Saturday, July 9, 2016

Week 5 Reading Response

Communities of Readers, Clusters of Practices by Henry Jenkins

The Afterword provided by Jenkins speaks very highly of creating an environment in education more in line with the participatory culture students are encountering online. One of the main issues public education is dealing with is the Transmission model of pedagogy that has stagnated our educational system. With Transmission the teacher is the keeper of all knowledge and "transmits" that knowledge to the students. Generative pedagogy allows for students to be more engaged in their education but ideally we should aim for a Transformative model of education that allows for students not only to generate their own understanding of the material but actually transform it into something meaningful to them and their lives. Creating knowledge that will inspire life long learning not just retaining information long enough to pace a test or exam.

Allowing for students to become teachers in the classroom requires them to "spell out their core assumptions" as they "pass along what they've learned to newcomers." This can be especially helpful to students who haven't spent a lot of time reflecting on how they have developed their craft by making them think of the sequencing and vocabulary needed to pass this knowledge along. Have you ever asked someone to show you how to do something only to have them take over because they have to do it themselves? They lack the communication necessary to explain the steps to you.

This article also points out the way in which schools are failing to provide this type of environment to their students, "everyone is expected to do (and be good at) the same things" but also, and possibly most important, that dispite the shift in mechanisms "the hierarchical and pre-structered relationship between teachers and learners" remains the same as before. In order to create a participatory environment teachers and administrators must be willing to give up control and their role as the guardians of knowledge.

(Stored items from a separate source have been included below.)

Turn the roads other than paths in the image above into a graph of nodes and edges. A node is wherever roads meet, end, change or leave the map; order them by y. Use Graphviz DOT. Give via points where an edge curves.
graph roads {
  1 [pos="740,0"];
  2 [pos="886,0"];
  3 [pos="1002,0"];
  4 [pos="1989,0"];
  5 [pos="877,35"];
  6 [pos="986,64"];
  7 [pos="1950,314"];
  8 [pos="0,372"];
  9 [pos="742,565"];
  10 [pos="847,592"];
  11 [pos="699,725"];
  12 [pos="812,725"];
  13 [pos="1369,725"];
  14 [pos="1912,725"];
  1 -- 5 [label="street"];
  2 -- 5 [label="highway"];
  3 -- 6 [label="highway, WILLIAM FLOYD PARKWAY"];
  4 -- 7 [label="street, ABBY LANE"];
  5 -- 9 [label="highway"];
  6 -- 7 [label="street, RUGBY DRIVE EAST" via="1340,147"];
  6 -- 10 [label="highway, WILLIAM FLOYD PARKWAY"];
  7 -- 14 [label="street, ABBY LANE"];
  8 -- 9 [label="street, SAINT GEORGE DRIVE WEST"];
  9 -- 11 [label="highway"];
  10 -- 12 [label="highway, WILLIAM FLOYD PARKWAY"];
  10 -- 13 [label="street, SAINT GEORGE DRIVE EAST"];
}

A New Generation of Goals for Technology Education by John M. Ritz

"Goals provide direction so content can be delivered for long-term impact to students who study the subject" Ritz lays out a wonderful set of objectives for goals we need to keep in consideration as we start to intergrate technology into school curriculums. Tracing the aims and goals of education back to 1918 Ritz takes us step by step through the changing beliefs that have shaped our current educational system and calls for a consideration of what we want technology to teach and be used for as we plan what and how we want students to develop this 21st century skill.

One of the things I found striking between the two articles was that Ritz points to how we are consumers of education and Jenkins brilliantly makes a point there is a real danger is "seeing students as consumers rather than participants within the educational process. I particulary like this quote because often the problem educators see in using more technology in class is that it is a distraction or entertainment, and in fact American attitudes towards social media and the Internet is as a consumer. When we change the focus from being able to watch movies or play games to creating movies and games we are encouraging some of those self-reliance and self-expression ideals that are so important to our culture.

We don't want students to have a seperate identity from school and their future roles as citizens. We want them to be able to practice now those skills of discovery and curiousity that will help them beyond school as they continue to make discoveries and practice life long learning.